Business organizations that testified are:
  • Bethesda/Chevy Chase and Montgomery County Chambers of Commerce
  • Developers & landowners in the sector: Combine Properties, Vika, LCOR, Gables, Lerner, Tower, Mayhood, 11610-11620 Rockville Pike Partnership, Federal Realty Investment Trust, JBG
  • Fitzgerald - wants to remain in the sector, but will not maintain a dealership on Rockville Pike; can move it to one of the other two properties owned by Fitzgerald
  • White Flint Partnership, a coalition of 55% of the developer/landowners in the sector
Overall, there was concensus in nearly all of the testimony that Rockville Pike and surrounding road infrastructure should be among the first projects undertaken, with the Glatting Jackson design for Rockville Pike nearly unanimously hailed as superior to the sector plan design and desired by practically everyone. A public-private venture to finance the infrastructure improvements, instituting a special tax district with dedicated funding for this sector is desired. Rockville Pike should have a design speed of 25 mph.
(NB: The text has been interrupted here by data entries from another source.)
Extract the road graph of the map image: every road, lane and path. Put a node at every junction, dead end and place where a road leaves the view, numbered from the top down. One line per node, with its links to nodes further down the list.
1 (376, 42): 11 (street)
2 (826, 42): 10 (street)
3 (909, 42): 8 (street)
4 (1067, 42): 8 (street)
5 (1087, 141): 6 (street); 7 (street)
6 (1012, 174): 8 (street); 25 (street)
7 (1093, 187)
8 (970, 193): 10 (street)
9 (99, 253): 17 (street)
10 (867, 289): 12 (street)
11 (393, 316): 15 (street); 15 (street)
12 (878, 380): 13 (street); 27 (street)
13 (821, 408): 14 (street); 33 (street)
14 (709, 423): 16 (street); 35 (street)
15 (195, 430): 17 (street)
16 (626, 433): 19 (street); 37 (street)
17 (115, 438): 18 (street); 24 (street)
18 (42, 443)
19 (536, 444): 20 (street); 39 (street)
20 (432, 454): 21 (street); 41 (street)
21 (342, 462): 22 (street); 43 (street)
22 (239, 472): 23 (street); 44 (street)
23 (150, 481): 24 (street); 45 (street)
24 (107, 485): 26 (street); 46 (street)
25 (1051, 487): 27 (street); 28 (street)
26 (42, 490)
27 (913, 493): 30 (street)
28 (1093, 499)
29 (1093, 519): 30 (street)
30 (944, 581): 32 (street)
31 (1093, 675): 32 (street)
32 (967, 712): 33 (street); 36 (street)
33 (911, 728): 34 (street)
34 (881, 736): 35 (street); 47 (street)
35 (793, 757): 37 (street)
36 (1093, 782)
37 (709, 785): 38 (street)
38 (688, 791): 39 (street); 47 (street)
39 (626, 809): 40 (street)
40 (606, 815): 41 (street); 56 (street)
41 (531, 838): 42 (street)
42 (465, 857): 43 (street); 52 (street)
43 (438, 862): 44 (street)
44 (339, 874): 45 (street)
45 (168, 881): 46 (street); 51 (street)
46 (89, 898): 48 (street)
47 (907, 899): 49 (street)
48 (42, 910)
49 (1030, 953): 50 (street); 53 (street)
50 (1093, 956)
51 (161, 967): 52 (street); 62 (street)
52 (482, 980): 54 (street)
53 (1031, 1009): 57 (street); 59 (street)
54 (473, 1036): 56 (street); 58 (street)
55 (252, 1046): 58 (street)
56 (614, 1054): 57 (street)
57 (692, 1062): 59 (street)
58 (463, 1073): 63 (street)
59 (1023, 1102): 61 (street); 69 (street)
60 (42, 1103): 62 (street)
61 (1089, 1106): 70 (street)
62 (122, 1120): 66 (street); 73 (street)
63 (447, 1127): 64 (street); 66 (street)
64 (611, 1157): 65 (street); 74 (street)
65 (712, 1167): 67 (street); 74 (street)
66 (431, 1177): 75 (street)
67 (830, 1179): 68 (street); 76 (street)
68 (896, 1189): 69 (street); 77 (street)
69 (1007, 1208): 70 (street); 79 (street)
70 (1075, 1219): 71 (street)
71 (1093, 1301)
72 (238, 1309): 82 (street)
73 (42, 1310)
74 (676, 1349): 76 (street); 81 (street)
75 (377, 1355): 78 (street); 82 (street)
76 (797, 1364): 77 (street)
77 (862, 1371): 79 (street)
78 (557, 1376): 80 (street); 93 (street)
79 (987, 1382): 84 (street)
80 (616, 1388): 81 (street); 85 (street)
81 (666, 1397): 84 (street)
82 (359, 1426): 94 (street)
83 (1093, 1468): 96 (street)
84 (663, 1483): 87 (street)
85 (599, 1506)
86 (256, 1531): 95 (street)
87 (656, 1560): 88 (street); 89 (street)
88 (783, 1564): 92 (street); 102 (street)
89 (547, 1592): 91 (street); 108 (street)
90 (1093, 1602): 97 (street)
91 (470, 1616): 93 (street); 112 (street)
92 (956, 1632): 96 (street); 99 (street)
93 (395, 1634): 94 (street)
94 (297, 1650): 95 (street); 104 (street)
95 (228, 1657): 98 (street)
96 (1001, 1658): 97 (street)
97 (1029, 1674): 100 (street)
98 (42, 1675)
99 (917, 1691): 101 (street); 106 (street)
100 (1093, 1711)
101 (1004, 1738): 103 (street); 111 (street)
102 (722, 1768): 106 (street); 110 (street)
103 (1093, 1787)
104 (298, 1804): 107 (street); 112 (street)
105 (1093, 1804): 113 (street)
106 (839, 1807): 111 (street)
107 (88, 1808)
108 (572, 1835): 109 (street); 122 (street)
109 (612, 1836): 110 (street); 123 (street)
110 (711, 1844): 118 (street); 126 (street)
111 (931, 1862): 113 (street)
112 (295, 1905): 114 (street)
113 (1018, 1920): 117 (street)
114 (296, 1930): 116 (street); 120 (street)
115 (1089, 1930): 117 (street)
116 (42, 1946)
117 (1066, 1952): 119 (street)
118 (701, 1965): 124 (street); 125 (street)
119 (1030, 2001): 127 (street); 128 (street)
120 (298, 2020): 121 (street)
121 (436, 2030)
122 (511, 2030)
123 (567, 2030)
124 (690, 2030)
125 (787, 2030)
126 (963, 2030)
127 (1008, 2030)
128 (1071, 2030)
A school site, library, and multi-generational community center is critical, with arts as a focus for the sector. The council should set environmental guidelines that are more specific to make all new construction conform with quantifiable "green" standards, making sure that connectivity of bikeways is enhanced, with parks as large as practicable. Wall Park and the Gables VOB property to be a main recreational site, with community consultation at all stages and maintaining a forested buffer to Old Georgetown Road.

I would like to add that, just outside the sector plan boundaries to the north, DOT has insisted on building a Park-and-Ride lot at the corner of Montrose and Rockville Pike, a site so unsuited as a vehicle gathering-place (imagine having people drive to the park-and-ride lot in the middle of a new urban center to pick up transit to another urban center- madness!) that there was a 20-minute tirade from the planning board directed at DOT, with the demand that the lot be moved "as soon as possible." DOT has no such plans. This area, proposed as a pedestrian promenade to link the sector to Montrose Crossing, Mid-Pike Plaza, and the nearby apartment at The Monterey, may become a new fire/police center. Either way, the park-and-ride lot has to go, and this message needs to go directly to County Executive Ike Leggett, who has some influence on DOT (we hope).